Prep Time 15 minutes mins
Cook Time 25 minutes mins
Total Time 40 minutes mins
Course Main Course
Cuisine Japanese
Servings 4 People
Calories 350 kcal
- 1 lb boneless, skinless chicken breasts
- 2 cups fresh pineapple, chopped
- 1/2 cup teriyaki sauce
- 1 each bell pepper, sliced (any color)
- 1 medium red onion, sliced
- 2 tablespoons sesame oil
- 2 tablespoons green onions, chopped (for garnish)
- to taste salt and pepper
Preheat the grill to medium-high heat or preheat the oven to 400°F (200°C).
In a mixing bowl, combine the teriyaki sauce and sesame oil. Whisk until well combined.
Cut the chicken breasts into bite-sized pieces and add them to the mixing bowl. Season with salt and pepper. Toss until the chicken is well coated with the sauce.
Lay out the aluminum foil sheets on a flat surface. Divide the chicken mixture evenly among the four sheets.
Top each portion of chicken with an equal amount of chopped pineapple, bell pepper slices, and red onion.
Fold the sides of each foil sheet up and over the filling, then fold the top down to create a sealed packet.

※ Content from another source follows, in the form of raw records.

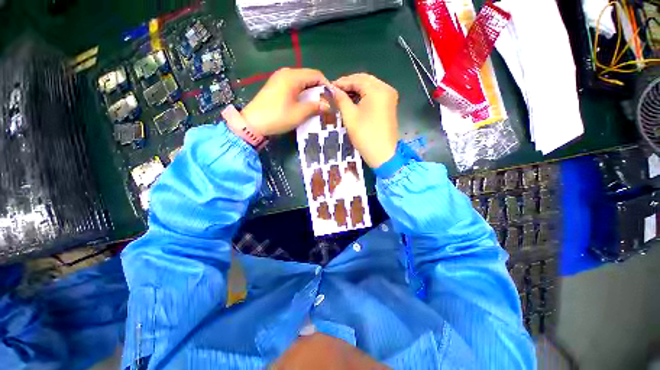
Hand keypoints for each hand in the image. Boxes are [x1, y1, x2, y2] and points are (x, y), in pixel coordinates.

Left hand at [241, 68, 329, 135]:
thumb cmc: (278, 117)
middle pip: (308, 76)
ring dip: (311, 92)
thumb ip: (316, 107)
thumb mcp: (299, 113)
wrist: (253, 123)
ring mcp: (279, 79)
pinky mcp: (276, 86)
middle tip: (326, 102)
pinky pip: (293, 86)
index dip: (326, 85)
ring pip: (301, 81)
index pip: (316, 74)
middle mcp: (286, 73)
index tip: (333, 97)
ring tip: (318, 104)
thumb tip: (329, 106)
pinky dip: (302, 93)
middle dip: (319, 89)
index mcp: (292, 76)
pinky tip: (305, 103)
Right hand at [331, 73, 398, 167]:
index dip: (342, 82)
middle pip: (365, 81)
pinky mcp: (389, 106)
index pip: (357, 79)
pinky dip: (364, 96)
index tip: (329, 87)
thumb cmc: (365, 135)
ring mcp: (390, 98)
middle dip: (349, 84)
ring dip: (356, 90)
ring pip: (370, 88)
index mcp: (378, 89)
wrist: (383, 154)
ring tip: (342, 96)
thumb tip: (332, 89)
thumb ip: (341, 99)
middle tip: (335, 91)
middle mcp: (386, 89)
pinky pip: (375, 96)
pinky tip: (354, 101)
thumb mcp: (350, 116)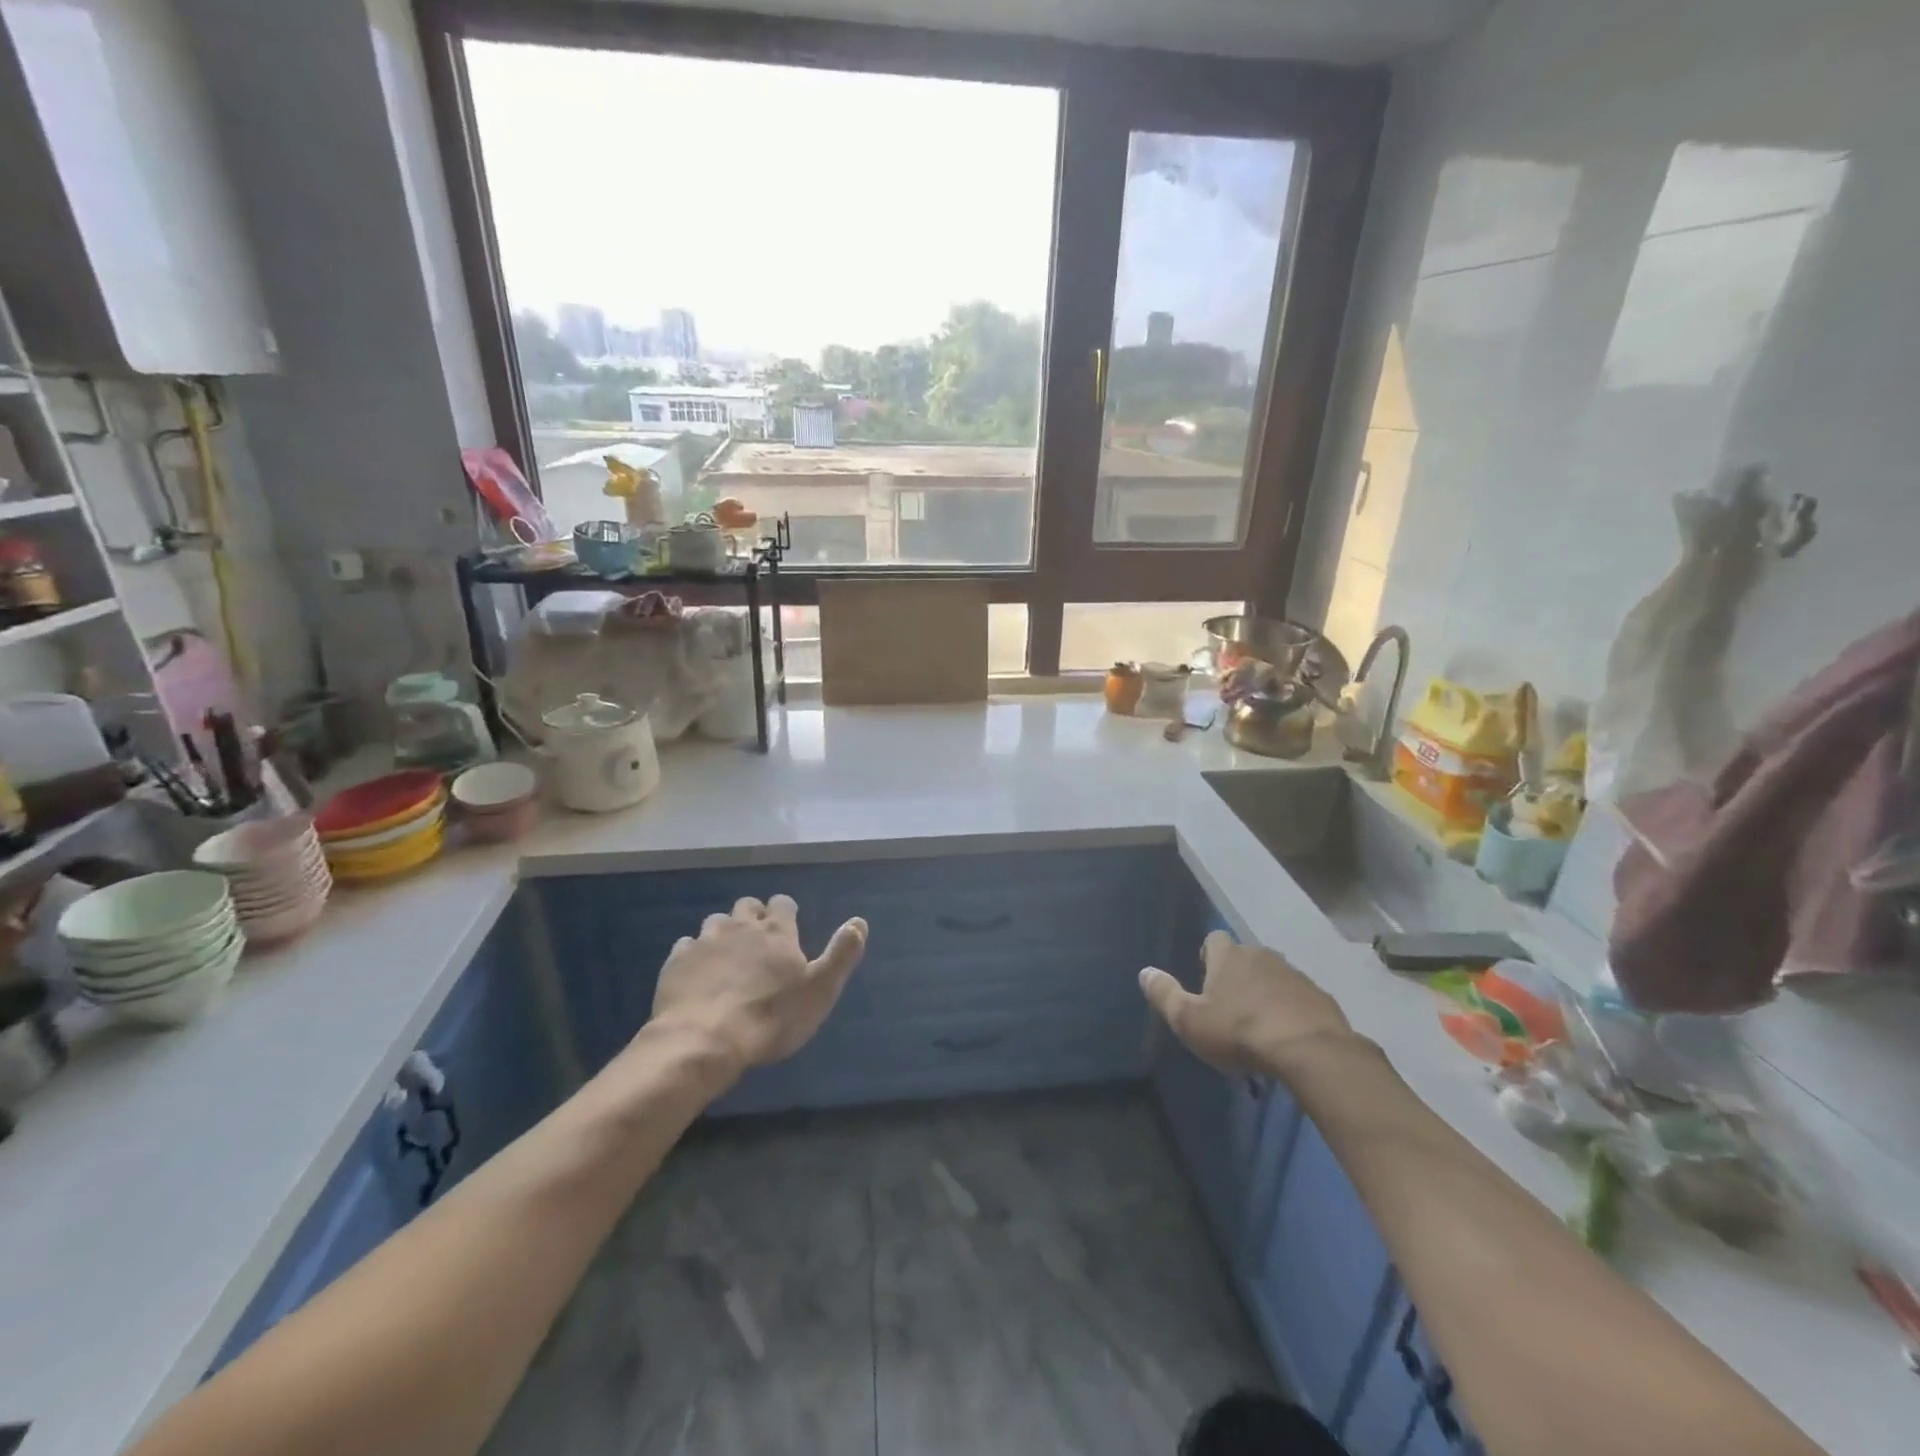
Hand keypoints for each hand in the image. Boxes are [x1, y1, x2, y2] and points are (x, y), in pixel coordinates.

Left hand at [650, 895, 867, 1072]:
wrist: (705, 1041)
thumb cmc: (772, 1017)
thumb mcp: (820, 990)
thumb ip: (842, 954)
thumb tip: (859, 921)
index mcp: (777, 932)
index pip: (783, 903)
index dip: (786, 911)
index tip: (789, 926)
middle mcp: (740, 927)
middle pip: (747, 906)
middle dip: (753, 916)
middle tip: (758, 940)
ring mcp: (705, 941)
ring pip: (715, 921)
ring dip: (724, 932)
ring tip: (727, 956)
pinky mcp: (676, 962)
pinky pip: (686, 945)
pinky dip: (694, 953)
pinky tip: (698, 972)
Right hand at [1139, 929, 1356, 1076]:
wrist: (1310, 1051)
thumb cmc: (1239, 1032)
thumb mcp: (1189, 1020)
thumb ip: (1164, 994)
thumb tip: (1145, 972)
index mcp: (1229, 957)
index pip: (1214, 939)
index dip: (1208, 956)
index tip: (1206, 980)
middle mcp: (1262, 956)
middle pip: (1245, 957)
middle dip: (1238, 976)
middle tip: (1231, 1007)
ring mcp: (1295, 975)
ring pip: (1274, 977)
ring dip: (1266, 993)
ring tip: (1260, 1026)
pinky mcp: (1322, 998)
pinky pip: (1299, 998)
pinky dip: (1292, 1010)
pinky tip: (1288, 1037)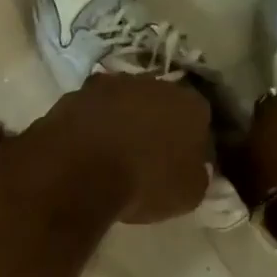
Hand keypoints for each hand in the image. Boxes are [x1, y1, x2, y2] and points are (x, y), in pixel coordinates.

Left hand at [38, 74, 211, 223]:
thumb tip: (192, 165)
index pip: (200, 118)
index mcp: (189, 104)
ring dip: (121, 119)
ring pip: (123, 101)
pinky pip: (92, 109)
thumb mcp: (189, 193)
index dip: (192, 140)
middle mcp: (152, 83)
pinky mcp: (75, 93)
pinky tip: (86, 148)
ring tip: (113, 153)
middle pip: (160, 102)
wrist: (79, 170)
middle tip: (148, 154)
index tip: (183, 161)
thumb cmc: (145, 182)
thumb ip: (197, 172)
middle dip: (156, 123)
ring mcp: (109, 83)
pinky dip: (92, 124)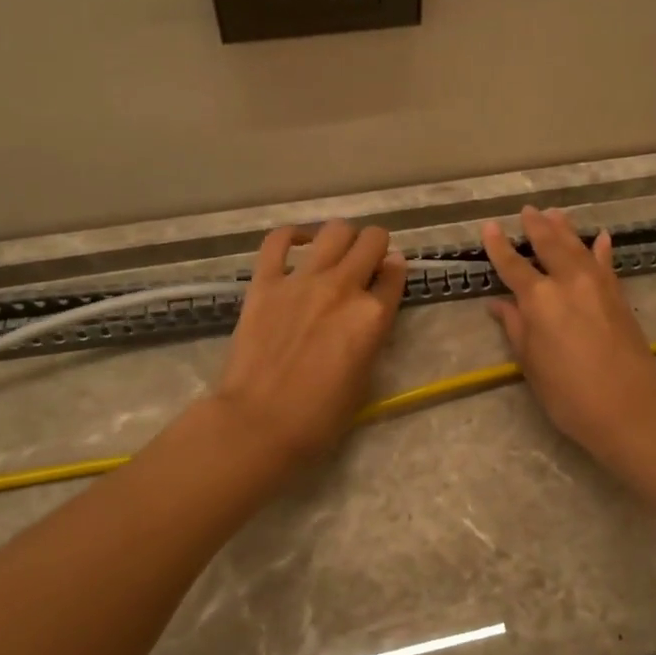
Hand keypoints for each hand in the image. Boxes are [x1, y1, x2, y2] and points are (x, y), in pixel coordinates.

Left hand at [212, 220, 406, 474]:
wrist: (259, 423)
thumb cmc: (319, 417)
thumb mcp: (365, 378)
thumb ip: (373, 335)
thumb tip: (373, 308)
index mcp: (372, 316)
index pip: (396, 273)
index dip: (395, 273)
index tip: (388, 278)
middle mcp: (343, 288)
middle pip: (371, 240)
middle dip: (375, 246)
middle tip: (366, 262)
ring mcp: (302, 281)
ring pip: (334, 230)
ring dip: (343, 238)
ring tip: (336, 253)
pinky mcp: (265, 282)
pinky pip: (278, 241)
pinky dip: (292, 236)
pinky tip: (299, 244)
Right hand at [483, 206, 655, 458]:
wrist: (630, 408)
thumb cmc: (569, 394)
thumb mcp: (532, 364)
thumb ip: (516, 328)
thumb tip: (499, 305)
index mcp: (540, 300)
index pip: (513, 265)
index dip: (499, 245)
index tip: (490, 226)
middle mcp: (569, 282)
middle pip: (549, 245)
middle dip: (536, 226)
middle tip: (527, 210)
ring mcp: (598, 286)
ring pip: (578, 247)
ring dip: (565, 228)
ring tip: (555, 212)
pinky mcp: (619, 296)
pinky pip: (607, 263)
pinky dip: (601, 249)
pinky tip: (600, 237)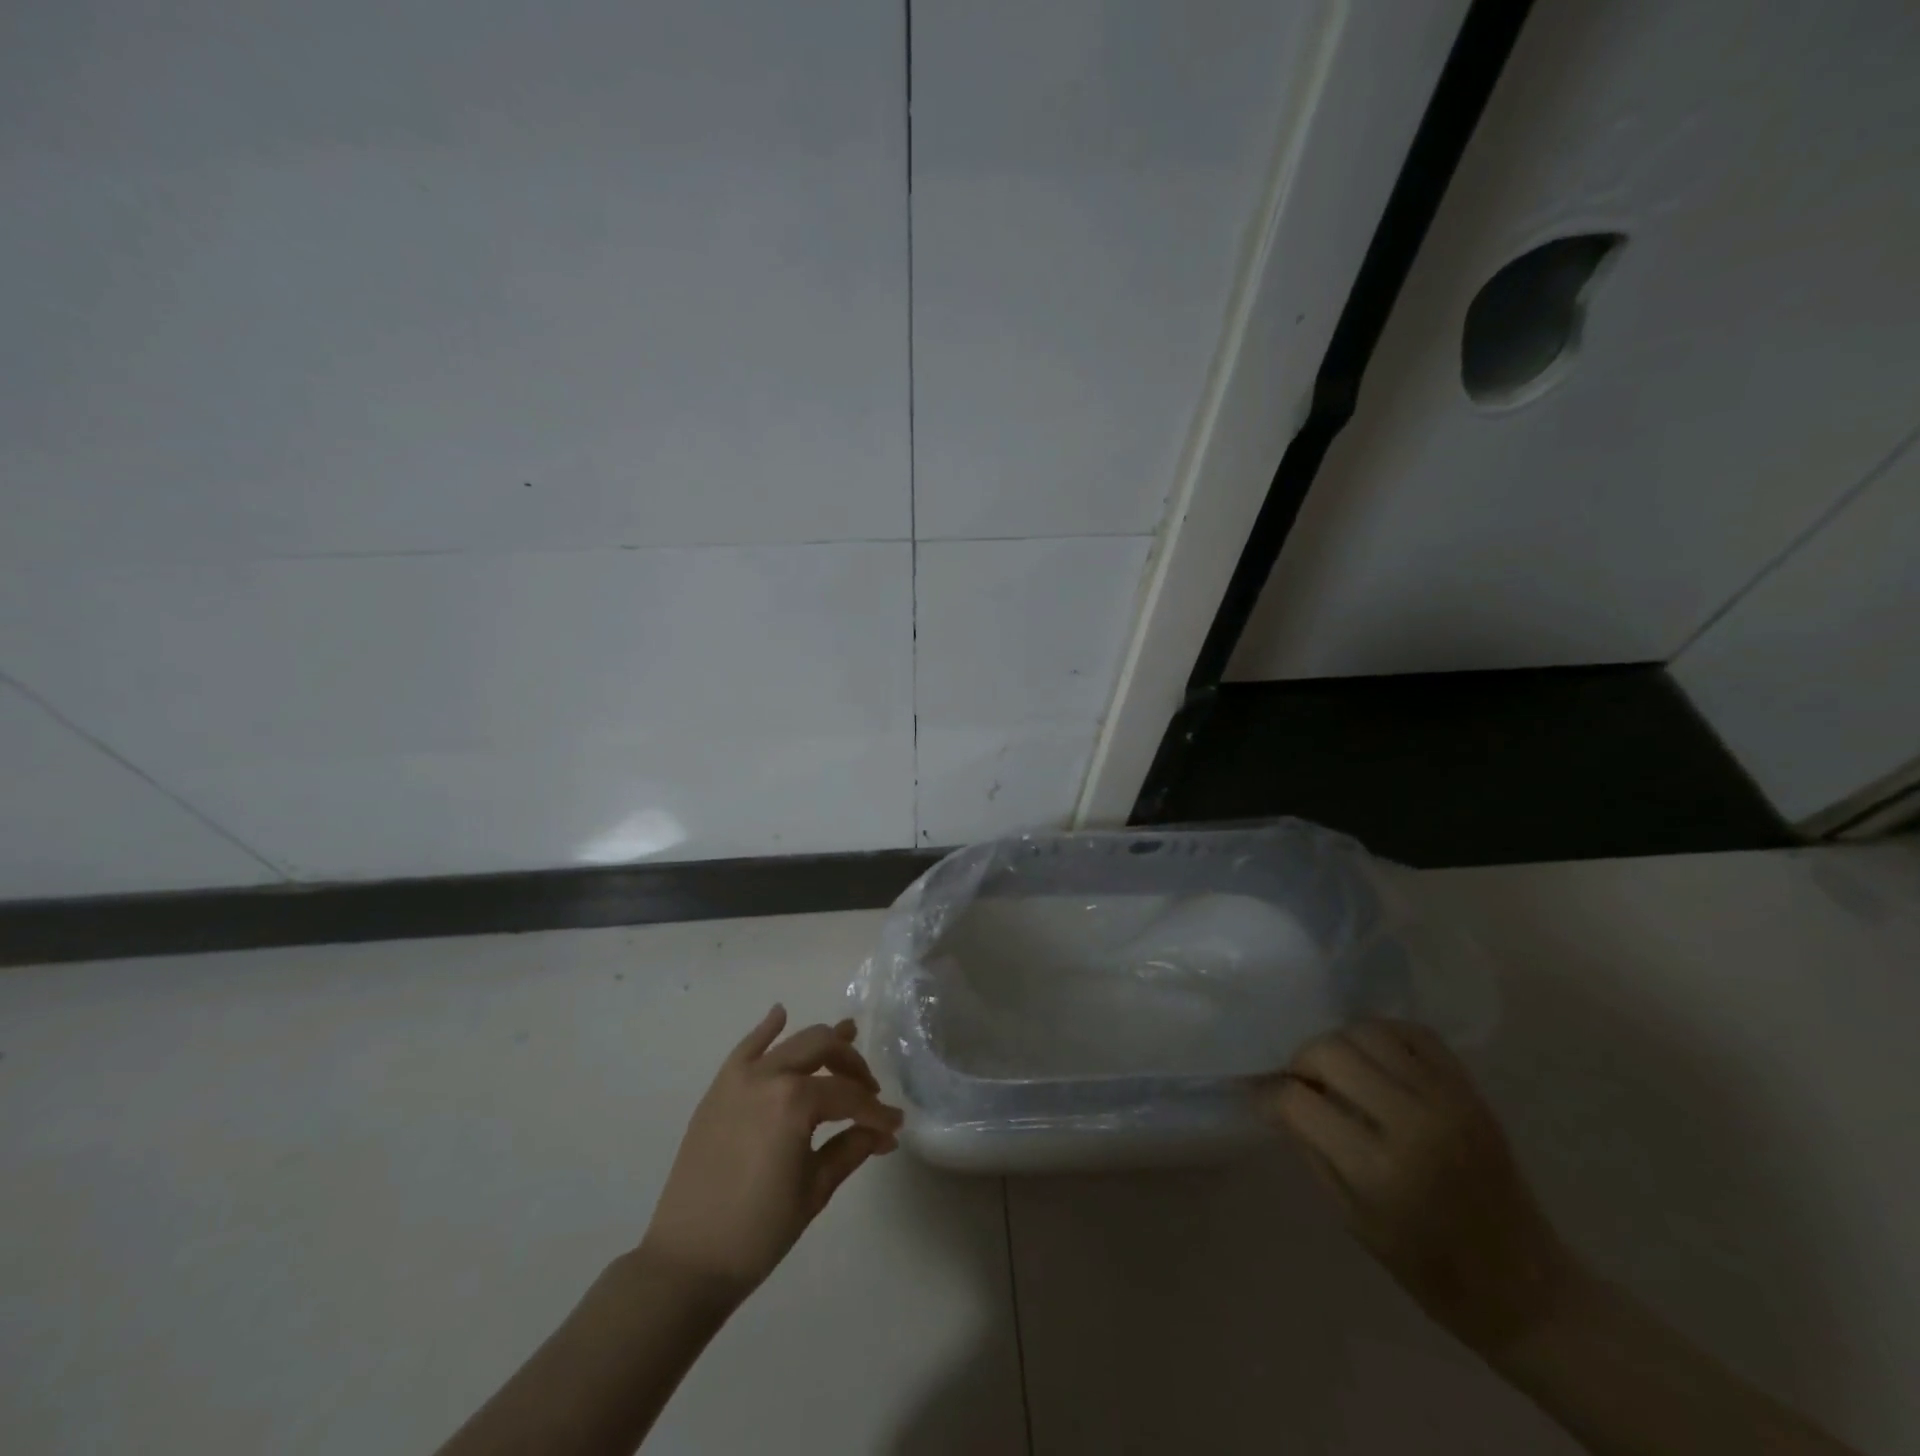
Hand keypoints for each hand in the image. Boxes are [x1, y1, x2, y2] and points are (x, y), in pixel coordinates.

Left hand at [639, 1005, 903, 1304]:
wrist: (687, 1261)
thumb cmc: (758, 1232)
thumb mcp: (814, 1190)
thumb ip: (852, 1149)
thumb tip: (884, 1133)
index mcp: (795, 1102)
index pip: (849, 1096)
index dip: (876, 1112)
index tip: (894, 1126)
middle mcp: (768, 1076)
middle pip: (823, 1049)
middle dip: (853, 1065)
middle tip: (869, 1091)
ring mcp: (739, 1078)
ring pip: (792, 1042)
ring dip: (822, 1043)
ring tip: (849, 1035)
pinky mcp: (719, 1088)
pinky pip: (746, 1047)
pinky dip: (767, 1028)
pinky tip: (781, 1014)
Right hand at [1257, 1019, 1572, 1354]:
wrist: (1524, 1286)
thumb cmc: (1428, 1267)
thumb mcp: (1351, 1216)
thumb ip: (1310, 1146)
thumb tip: (1274, 1096)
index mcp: (1378, 1168)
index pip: (1298, 1100)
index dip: (1271, 1095)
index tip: (1263, 1097)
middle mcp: (1412, 1122)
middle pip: (1329, 1051)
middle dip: (1301, 1061)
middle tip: (1301, 1083)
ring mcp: (1447, 1100)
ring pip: (1368, 1030)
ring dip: (1339, 1043)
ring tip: (1338, 1069)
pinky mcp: (1470, 1090)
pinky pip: (1414, 1033)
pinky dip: (1384, 1035)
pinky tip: (1375, 1059)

Place the foil packets on the grill or in the oven and cook for 20-25 minutes, or until the chicken is cooked through and the vegetables are tender.
Carefully open each foil packet (steam will escape) and serve the contents hot. Garnish with chopped green onions.
You can customize the vegetables based on your preference; snap peas or broccoli work well too.
Make sure the packets are sealed tightly to trap steam and moisture for optimal cooking.
If using frozen chicken, make sure to thaw it completely before starting the recipe for even cooking.